Pulled back into a corner. Creeping. Trying to hide. Trying to get away. Have to avoid him. Not tonight, he can't do this tonight, not tonight, I can't go to school bruised up again.

"You there," my stepdad slurred. "Boy. Get your worthless ass in here."

My mother squeaked the downstairs door open a sliver. "Please," she whispered at me. "Don't—don't make him mad."

"Not my fault," I whimpered, trying to slink back into the kitchen, away from him.

"You always make him mad, sweetheart," she whispered, rubbing her hands over her face worriedly. "Just—don't challenge him, don't fight him. He'll go easier on you."

"Kristy!" he yelled at her, slamming the door in her face. "This is between me and your worthless son!"

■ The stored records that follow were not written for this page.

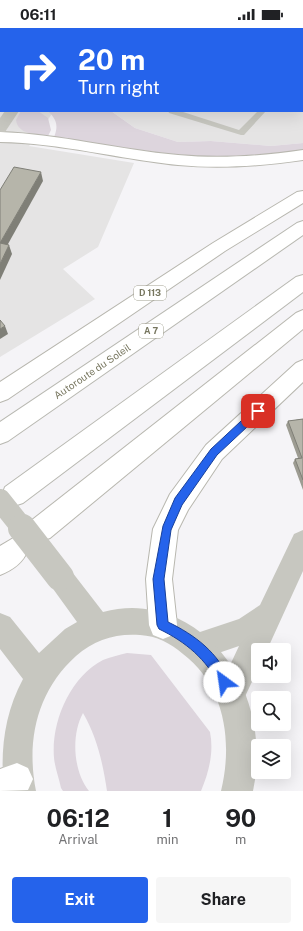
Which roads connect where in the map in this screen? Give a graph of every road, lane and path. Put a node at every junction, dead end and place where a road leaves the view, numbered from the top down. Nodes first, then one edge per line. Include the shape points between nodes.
1 (11, 112) edge
2 (175, 112) edge
3 (261, 112) edge
4 (0, 129) edge
5 (0, 137) edge
6 (303, 155) edge
7 (303, 196) edge
8 (303, 227) edge
9 (303, 282) edge
10 (303, 318) edge
11 (303, 369) edge
12 (0, 393) edge
13 (0, 434) edge
14 (7, 498) edge
15 (41, 529) dead end
16 (303, 543) edge
17 (268, 615) junction
18 (163, 625) junction
19 (97, 626) junction
20 (0, 627) edge
21 (198, 646) junction
22 (39, 677) junction
23 (232, 695) junction
24 (12, 785) edge
25 (237, 791) edge

1 - 4 street
2 - 3 lane via 241,133
5 - 6 main road via 30,138 162,159 200,162 235,163
7 - 12 main road, D 113 via 219,247
8 - 13 main road, Autoroute du Soleil / A 7
9 - 14 main road
10 - 15 main road
11 - 18 main road via 214,452 179,502 166,529 159,579
14 - 19 street, bridge
16 - 17 street
17 - 21 street via 246,630
17 - 23 street
18 - 19 street via 141,620
18 - 21 street
19 - 22 street via 76,638 56,655
20 - 22 street
21 - 23 street via 217,668
22 - 24 street via 25,708 17,742
23 - 25 street via 240,729 242,765

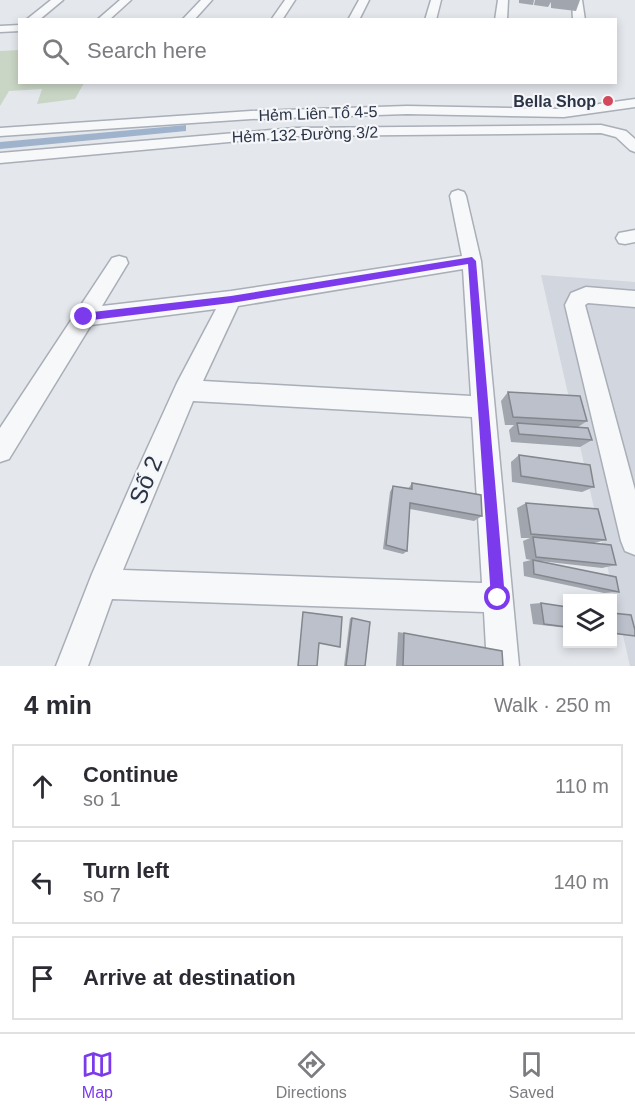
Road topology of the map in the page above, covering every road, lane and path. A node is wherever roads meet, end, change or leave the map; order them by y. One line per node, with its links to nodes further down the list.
1 (58, 0): 9 (street)
2 (126, 0): 10 (street)
3 (207, 0): 11 (street)
4 (291, 0): 12 (street)
5 (364, 0): 13 (street)
6 (436, 0): 14 (street)
7 (503, 0): 15 (street)
8 (577, 0): 16 (street)
9 (34, 18)
10 (104, 18)
11 (189, 18)
12 (278, 18)
13 (354, 18)
14 (431, 18)
15 (501, 18)
16 (579, 18)
17 (18, 28): 18 (street)
18 (0, 29)
19 (635, 103): 20 (street, Hẻm Liên Tổ 4-5)
20 (0, 132)
21 (635, 147): 22 (street, Hẻm 132 Đường 3/2)
22 (0, 158)
23 (458, 196): 24 (street)
24 (472, 261): 26 (street); 30 (street)
25 (119, 263): 28 (street)
26 (231, 299): 28 (street); 29 (street, Số 2)
27 (635, 299): 32 (street)
28 (84, 317): 31 (street)
29 (185, 390): 30 (street); 33 (street, Số 2)
30 (482, 407): 34 (street)
31 (0, 450)
32 (635, 541)
33 (102, 584): 34 (street); 35 (street, Số 2)
34 (498, 598): 36 (street)
35 (72, 666)
36 (503, 666)

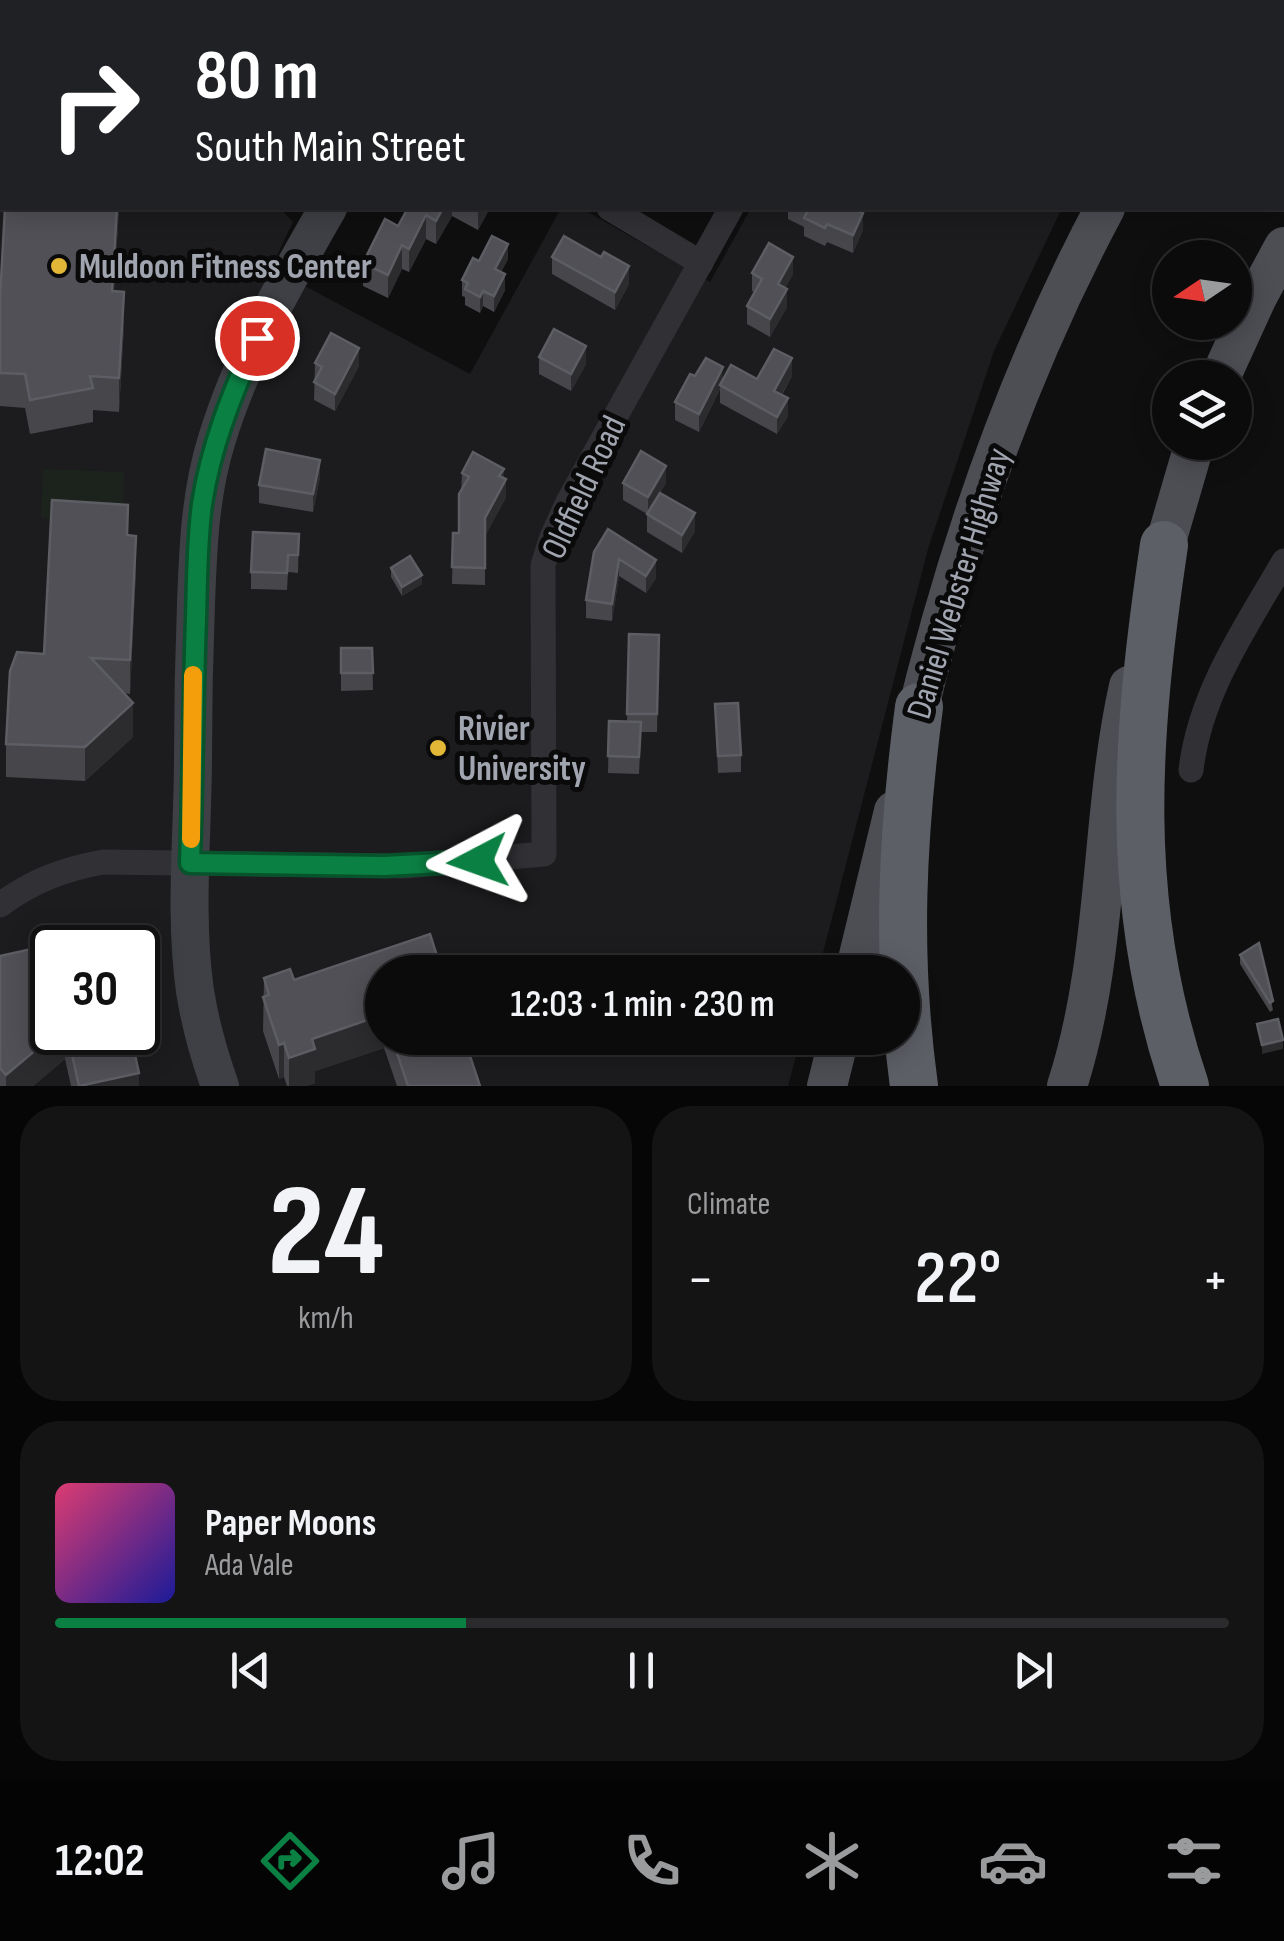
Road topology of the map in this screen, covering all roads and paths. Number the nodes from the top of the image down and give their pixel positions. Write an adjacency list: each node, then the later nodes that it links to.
1 (612, 210): 6 (street)
2 (731, 210): 6 (street, Oldfield Road)
3 (1104, 210): 11 (main road, Daniel Webster Highway)
4 (318, 213): 13 (street)
5 (1284, 247): 7 (main road)
6 (701, 263): 13 (street, Oldfield Road)
7 (1228, 360)
8 (1190, 460): 9 (main road)
9 (1164, 545): 20 (main road); 21 (highway)
10 (1284, 561): 12 (street)
11 (918, 707): 15 (main road, Daniel Webster Highway); 19 (highway)
12 (1191, 770)
13 (190, 863): 14 (street); 17 (street)
14 (0, 905)
15 (859, 955)
16 (835, 1055): 18 (main road)
17 (220, 1086)
18 (828, 1086)
19 (914, 1086)
20 (1067, 1086)
21 (1185, 1086)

I heard her cry behind the door, muttering my name over and over again. Jack, my stepdad, barely tolerable when sober, impossible inebriated. And once again, stupid me had failed math, for the second quarter in a row. Numbers, math, and algebra never have been my strong point. And when you have a crappy-ass teacher, it's a recipe for disaster.

"Boy," he snarled at me. "Does your pea-sized brain comprehend that one plus one equals two? Get your useless ass in here." He lunged at me and got his arms around my waist, pulling me back in the family room. Mom had told me not to fight it, but I couldn't help it; I struggled against him, hoping beyond hope that just once, I could get my scrawny ass away from him.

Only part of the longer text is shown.